Sunday, July 11, 2010

Go Tell It on the Mountain



















Just finished James Baldwin's first novel, Go Tell It on the Mountain (1953), and what strikes me now is how ridiculous Puritanical social mores and folkways actually cause disasters. For the sake of appearances, people do things against their better judgment, because they feel they have to. They are propelled into the always-lurking backdrop of violence in America, and the Jim Crow realities.

As with Wim Wenders' Paris, Texas, many of Baldwin's characters are related in some way, either by blood or by some form of kinship, like a daisy chain. And they often have the same kinds of difficulties getting through to each other.

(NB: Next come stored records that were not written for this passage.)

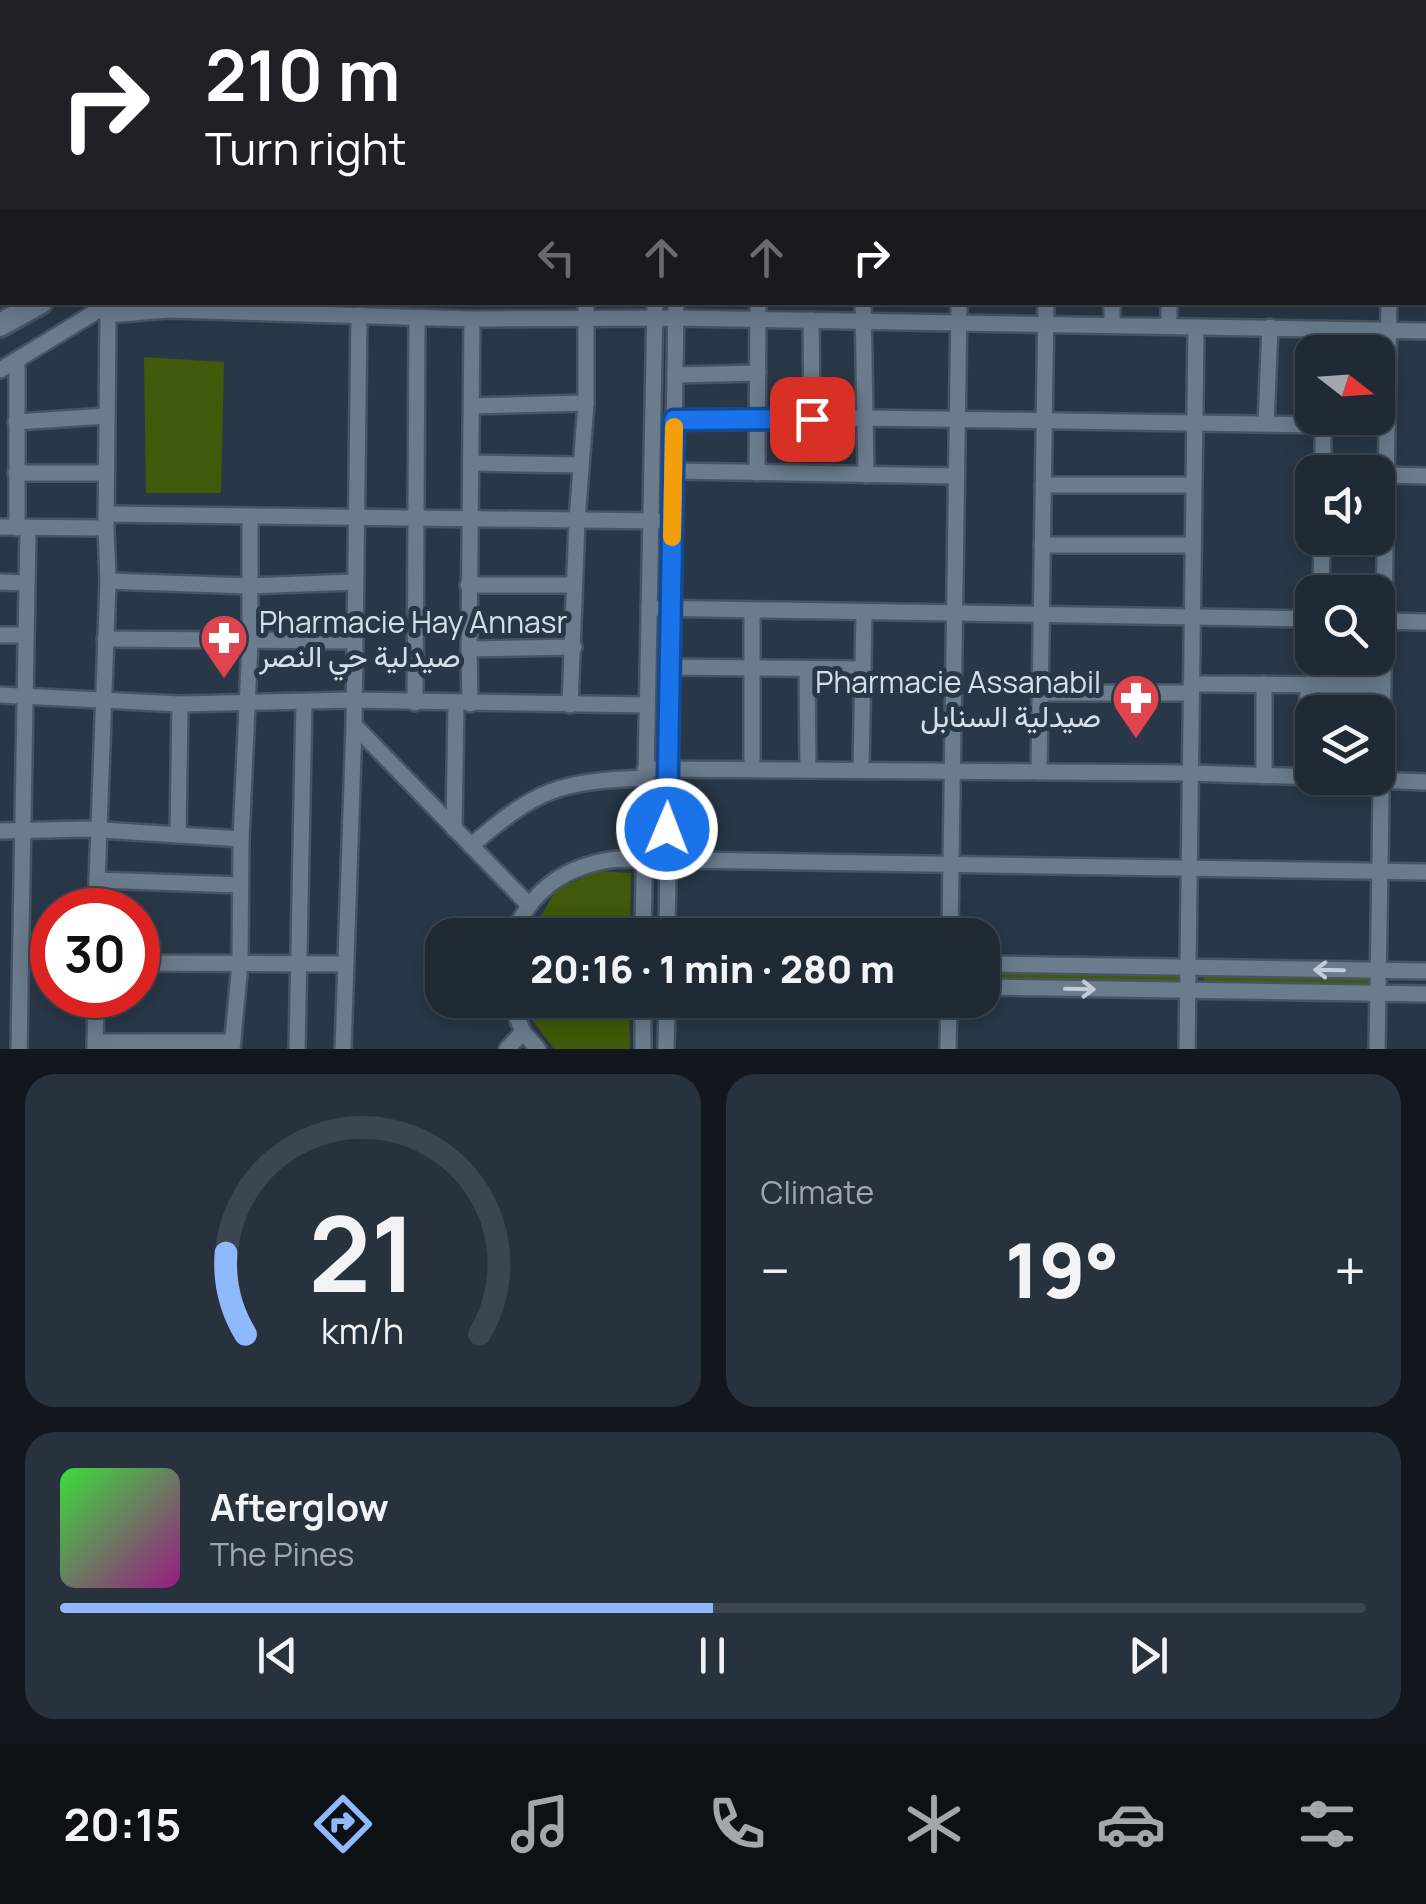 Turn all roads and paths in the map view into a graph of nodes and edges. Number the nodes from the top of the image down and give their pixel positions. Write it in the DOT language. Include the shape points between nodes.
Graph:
graph roads {
  1 [pos="863,305"];
  2 [pos="959,305"];
  3 [pos="1046,305"];
  4 [pos="1112,305"];
  5 [pos="1169,305"];
  6 [pos="1388,305"];
  7 [pos="27,306"];
  8 [pos="105,307"];
  9 [pos="443,310"];
  10 [pos="586,310"];
  11 [pos="655,310"];
  12 [pos="676,310"];
  13 [pos="758,311"];
  14 [pos="359,316"];
  15 [pos="417,318"];
  16 [pos="472,320"];
  17 [pos="811,320"];
  18 [pos="863,321"];
  19 [pos="959,324"];
  20 [pos="1046,324"];
  21 [pos="0,325"];
  22 [pos="1112,325"];
  23 [pos="1169,326"];
  24 [pos="1196,327"];
  25 [pos="1270,327"];
  26 [pos="1325,329"];
  27 [pos="1388,329"];
  28 [pos="1426,331"];
  29 [pos="1325,335"];
  30 [pos="1388,335"];
  31 [pos="18,361"];
  32 [pos="0,370"];
  33 [pos="758,373"];
  34 [pos="675,374"];
  35 [pos="586,403"];
  36 [pos="472,406"];
  37 [pos="107,416"];
  38 [pos="865,418"];
  39 [pos="812,419"];
  40 [pos="957,419"];
  41 [pos="674,420"];
  42 [pos="758,420"];
  43 [pos="1044,421"];
  44 [pos="16,422"];
  45 [pos="1295,423"];
  46 [pos="1194,424"];
  47 [pos="1266,424"];
  48 [pos="472,463"];
  49 [pos="580,465"];
  50 [pos="673,471"];
  51 [pos="16,472"];
  52 [pos="106,473"];
  53 [pos="758,473"];
  54 [pos="866,475"];
  55 [pos="1395,475"];
  56 [pos="956,476"];
  57 [pos="1426,476"];
  58 [pos="1043,485"];
  59 [pos="1193,486"];
  60 [pos="250,517"];
  61 [pos="418,518"];
  62 [pos="470,518"];
  63 [pos="355,520"];
  64 [pos="577,520"];
  65 [pos="106,521"];
  66 [pos="651,521"];
  67 [pos="672,521"];
  68 [pos="15,528"];
  69 [pos="1192,544"];
  70 [pos="1042,545"];
  71 [pos="108,581"];
  72 [pos="0,582"];
  73 [pos="355,582"];
  74 [pos="26,583"];
  75 [pos="468,585"];
  76 [pos="574,585"];
  77 [pos="248,586"];
  78 [pos="649,608"];
  79 [pos="671,609"];
  80 [pos="752,610"];
  81 [pos="864,612"];
  82 [pos="954,614"];
  83 [pos="1041,616"];
  84 [pos="1191,616"];
  85 [pos="1295,619"];
  86 [pos="1395,621"];
  87 [pos="1426,622"];
  88 [pos="0,635"];
  89 [pos="25,636"];
  90 [pos="106,639"];
  91 [pos="354,641"];
  92 [pos="250,642"];
  93 [pos="574,648"];
  94 [pos="469,649"];
  95 [pos="670,667"];
  96 [pos="752,669"];
  97 [pos="806,669"];
  98 [pos="862,669"];
  99 [pos="1383,675"];
  100 [pos="1264,684"];
  101 [pos="1308,684"];
  102 [pos="1383,685"];
  103 [pos="1191,688"];
  104 [pos="1040,693"];
  105 [pos="0,695"];
  106 [pos="1309,695"];
  107 [pos="1383,695"];
  108 [pos="24,696"];
  109 [pos="352,700"];
  110 [pos="102,702"];
  111 [pos="248,702"];
  112 [pos="304,702"];
  113 [pos="416,703"];
  114 [pos="180,704"];
  115 [pos="463,704"];
  116 [pos="570,705"];
  117 [pos="647,705"];
  118 [pos="354,725"];
  119 [pos="668,769"];
  120 [pos="752,770"];
  121 [pos="808,770"];
  122 [pos="861,770"];
  123 [pos="952,771"];
  124 [pos="1039,772"];
  125 [pos="1191,773"];
  126 [pos="645,774"];
  127 [pos="1264,776"];
  128 [pos="1295,777"];
  129 [pos="1395,780"];
  130 [pos="1426,782"];
  131 [pos="1380,795"];
  132 [pos="454,829"];
  133 [pos="0,831"];
  134 [pos="24,832"];
  135 [pos="98,832"];
  136 [pos="178,836"];
  137 [pos="241,839"];
  138 [pos="472,846"];
  139 [pos="644,859"];
  140 [pos="666,859"];
  141 [pos="950,864"];
  142 [pos="1190,867"];
  143 [pos="1379,872"];
  144 [pos="1426,872"];
  145 [pos="96,880"];
  146 [pos="240,886"];
  147 [pos="96,888"];
  148 [pos="528,904"];
  149 [pos="521,918"];
  150 [pos="643,918"];
  151 [pos="667,918"];
  152 [pos="950,918"];
  153 [pos="160,963"];
  154 [pos="240,964"];
  155 [pos="297,964"];
  156 [pos="345,964"];
  157 [pos="1000,964"];
  158 [pos="1189,968"];
  159 [pos="1378,970"];
  160 [pos="1426,972"];
  161 [pos="1000,987"];
  162 [pos="1189,990"];
  163 [pos="1378,993"];
  164 [pos="1426,994"];
  165 [pos="96,1018"];
  166 [pos="517,1018"];
  167 [pos="643,1018"];
  168 [pos="666,1018"];
  169 [pos="949,1018"];
  170 [pos="523,1032"];
  171 [pos="232,1045"];
  172 [pos="95,1046"];
  173 [pos="18,1049"];
  174 [pos="296,1049"];
  175 [pos="343,1049"];
  176 [pos="507,1049"];
  177 [pos="538,1049"];
  178 [pos="642,1049"];
  179 [pos="666,1049"];
  180 [pos="948,1049"];
  181 [pos="1187,1049"];
  182 [pos="1377,1049"];
  1 -- 18 [label="street"];
  2 -- 19 [label="street"];
  3 -- 20 [label="street"];
  4 -- 22 [label="street"];
  5 -- 23 [label="street"];
  6 -- 27 [label="street"];
  7 -- 21 [label="street"];
  8 -- 14 [label="street"];
  8 -- 31 [label="street"];
  8 -- 37 [label="street"];
  9 -- 15 [label="street"];
  9 -- 16 [label="street"];
  10 -- 11 [label="street"];
  10 -- 16 [label="street"];
  10 -- 35 [label="street"];
  11 -- 12 [label="street"];
  11 -- 66 [label="street"];
  12 -- 13 [label="street"];
  12 -- 34 [label="street"];
  13 -- 17 [label="street"];
  13 -- 33 [label="street"];
  14 -- 15 [label="street"];
  14 -- 63 [label="street"];
  15 -- 61 [label="street"];
  16 -- 36 [label="street"];
  17 -- 18 [label="street"];
  17 -- 39 [label="street"];
  18 -- 19 [label="street"];
  18 -- 38 [label="street"];
  19 -- 20 [label="street"];
  19 -- 40 [label="street"];
  20 -- 22 [label="street"];
  20 -- 43 [label="street"];
  22 -- 23 [label="street"];
  23 -- 24 [label="street"];
  24 -- 25 [label="street"];
  24 -- 46 [label="street"];
  25 -- 26 [label="street"];
  25 -- 47 [label="street"];
  26 -- 27 [label="street"];
  26 -- 29 [label="street"];
  27 -- 28 [label="street"];
  27 -- 30 [label="street"];
  31 -- 32 [label="street"];
  31 -- 44 [label="street"];
  33 -- 34 [label="street"];
  33 -- 42 [label="street"];
  34 -- 41 [label="street"];
  35 -- 36 [label="street"];
  35 -- 49 [label="street"];
  36 -- 48 [label="street"];
  37 -- 44 [label="street"];
  37 -- 52 [label="street"];
  38 -- 39 [label="street"];
  38 -- 40 [label="street"];
  38 -- 54 [label="street"];
  39 -- 42 [label="street"];
  40 -- 43 [label="street"];
  40 -- 56 [label="street"];
  41 -- 42 [label="street"];
  41 -- 50 [label="street"];
  42 -- 53 [label="street"];
  43 -- 46 [label="street"];
  43 -- 58 [label="street"];
  44 -- 51 [label="street"];
  45 -- 47 [label="street"];
  46 -- 47 [label="street"];
  46 -- 59 [label="street"];
  48 -- 49 [label="street"];
  48 -- 62 [label="street"];
  49 -- 64 [label="street"];
  50 -- 53 [label="street"];
  50 -- 67 [label="street"];
  51 -- 52 [label="street"];
  51 -- 68 [label="street"];
  52 -- 65 [label="street"];
  53 -- 54 [label="street"];
  54 -- 56 [label="street"];
  55 -- 57 [label="street"];
  56 -- 82 [label="street"];
  58 -- 59 [label="street"];
  58 -- 70 [label="street"];
  59 -- 69 [label="street"];
  60 -- 63 [label="street"];
  60 -- 65 [label="street"];
  60 -- 77 [label="street"];
  61 -- 62 [label="street"];
  61 -- 63 [label="street"];
  61 -- 113 [label="street"];
  62 -- 64 [label="street"];
  62 -- 75 [label="street"];
  63 -- 73 [label="street"];
  64 -- 66 [label="street"];
  64 -- 76 [label="street"];
  65 -- 68 [label="street"];
  65 -- 71 [label="street"];
  66 -- 67 [label="street"];
  66 -- 78 [label="street"];
  67 -- 79 [label="street"];
  68 -- 74 [label="street"];
  69 -- 70 [label="street"];
  69 -- 84 [label="street"];
  70 -- 83 [label="street"];
  71 -- 77 [label="street"];
  71 -- 90 [label="street"];
  72 -- 74 [label="street"];
  73 -- 77 [label="street"];
  73 -- 91 [label="street"];
  74 -- 89 [label="street"];
  75 -- 76 [label="street"];
  75 -- 94 [label="street"];
  76 -- 93 [label="street"];
  77 -- 92 [label="street"];
  78 -- 79 [label="street"];
  78 -- 117 [label="street"];
  79 -- 80 [label="street"];
  79 -- 95 [label="street"];
  80 -- 81 [label="street"];
  80 -- 96 [label="street"];
  81 -- 82 [label="street"];
  81 -- 98 [label="street"];
  82 -- 83 [label="street"];
  82 -- 123 [label="street"];
  83 -- 84 [label="street"];
  83 -- 104 [label="street"];
  84 -- 85 [label="street"];
  84 -- 103 [label="street"];
  86 -- 87 [label="street"];
  88 -- 89 [label="street"];
  89 -- 108 [label="street"];
  90 -- 92 [label="street"];
  90 -- 110 [label="street"];
  91 -- 92 [label="street"];
  91 -- 109 [label="street"];
  92 -- 111 [label="street"];
  93 -- 94 [label="street"];
  93 -- 116 [label="street"];
  94 -- 115 [label="street"];
  95 -- 96 [label="street"];
  95 -- 119 [label="street"];
  96 -- 97 [label="street"];
  96 -- 120 [label="street"];
  97 -- 98 [label="street"];
  97 -- 121 [label="street"];
  98 -- 122 [label="street"];
  99 -- 102 [label="street"];
  100 -- 101 [label="street"];
  100 -- 103 [label="street"];
  100 -- 127 [label="street"];
  101 -- 102 [label="street"];
  101 -- 106 [label="street"];
  102 -- 107 [label="street"];
  103 -- 104 [label="street"];
  103 -- 125 [label="street"];
  104 -- 124 [label="street"];
  105 -- 108 [label="street"];
  108 -- 110 [label="street"];
  108 -- 134 [label="street"];
  109 -- 112 [label="street"];
  109 -- 113 [label="street"];
  109 -- 118 [label="street"];
  110 -- 114 [label="street"];
  110 -- 135 [label="street"];
  111 -- 112 [label="street"];
  111 -- 114 [label="street"];
  111 -- 137 [label="street"];
  112 -- 155 [label="street"];
  113 -- 115 [label="street"];
  114 -- 136 [label="street"];
  115 -- 116 [label="street"];
  115 -- 132 [label="street"];
  116 -- 117 [label="street"];
  117 -- 126 [label="street"];
  118 -- 132 [label="street"];
  118 -- 156 [label="street"];
  119 -- 120 [label="street"];
  119 -- 126 [label="street"];
  119 -- 140 [label="street"];
  120 -- 121 [label="street"];
  121 -- 122 [label="street"];
  122 -- 123 [label="street"];
  123 -- 124 [label="street"];
  123 -- 141 [label="street"];
  124 -- 125 [label="street"];
  125 -- 127 [label="street"];
  125 -- 142 [label="street"];
  126 -- 138 [label="street" via="546,792 515,808"];
  126 -- 139 [label="street"];
  127 -- 128 [label="street"];
  129 -- 130 [label="street"];
  131 -- 143 [label="street"];
  132 -- 138 [label="street"];
  133 -- 134 [label="street"];
  134 -- 135 [label="street"];
  134 -- 173 [label="street"];
  135 -- 136 [label="street"];
  135 -- 145 [label="street"];
  136 -- 137 [label="street"];
  137 -- 146 [label="street"];
  138 -- 148 [label="street"];
  139 -- 140 [label="street"];
  139 -- 148 [label="street" via="584,865"];
  139 -- 150 [label="street"];
  140 -- 141 [label="street"];
  140 -- 151 [label="street"];
  141 -- 142 [label="street"];
  141 -- 152 [label="street"];
  142 -- 143 [label="street"];
  142 -- 158 [label="street"];
  143 -- 144 [label="street"];
  143 -- 159 [label="street"];
  145 -- 146 [label="street"];
  145 -- 147 [label="street"];
  146 -- 154 [label="street"];
  148 -- 149 [label="street"];
  153 -- 154 [label="street"];
  154 -- 155 [label="street"];
  154 -- 171 [label="street"];
  155 -- 156 [label="street"];
  155 -- 174 [label="street"];
  156 -- 175 [label="street"];
  157 -- 158 [label="street"];
  159 -- 158 [label="street, one-way"];
  158 -- 162 [label="street"];
  159 -- 160 [label="street"];
  159 -- 163 [label="street"];
  161 -- 162 [label="street, one-way"];
  162 -- 163 [label="street"];
  162 -- 181 [label="street"];
  163 -- 164 [label="street"];
  163 -- 182 [label="street"];
  165 -- 172 [label="street"];
  166 -- 170 [label="street"];
  167 -- 178 [label="street"];
  168 -- 179 [label="street"];
  169 -- 180 [label="street"];
  170 -- 176 [label="street"];
  170 -- 177 [label="street"];
  171 -- 172 [label="street"];
}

Go Tell It on the Mountain is grim, set during the Great Depression; I found myself therefore especially enjoying moments of uplift, when characters show shrewdness or kindness. Richard and Elizabeth, John's biological parents -- (John is really James Baldwin as a boy) -- have a warm and interesting relationship. Richard wants to expand their cultural horizons, and takes her around New York City to show her things:

 "Ain't we got to be educated, too -- to live with the motherfuckers?" . . . And when he took her to the Museum of Natural History, or the Metropolitan Museum of Art, where they were almost certain to be the only black people, and he guided her through the halls, which never ceased in her imagination to be as cold as tombstones, it was then she saw another life in him. . ." (p. 165 of the Dell paperback edition).

I also like it when John's Aunt Florence shares a cup of coffee with his mother, back before he was born.

Sad fact is, Stevie Wonder's "Living for the City" in 1973 would have worked just as well for the 1930s and could be a vignette from Baldwin's 1953 novel.  How much is it still true in 2010? 

Today's Rune: Harvest.  

3 comments:

JR's Thumbprints said...

I still think his best piece of writing is "Sonny's Blues." But "Go Tell It On The Mountain" had to be his best novel. He certainly had good reason to live in France.

Charles Gramlich said...

really liked this book. I've read almost everything Baldwin wrote, except if Beale street could talk. This is one of his best but all of it is worthwhile.

Johnny Rojo said...

I've read that there is a small reverse-Great Migration going on-- Northern Urban African-Americans moving back to the South.

I need to add "Go Tell It On The Mountain" to my summer reading list.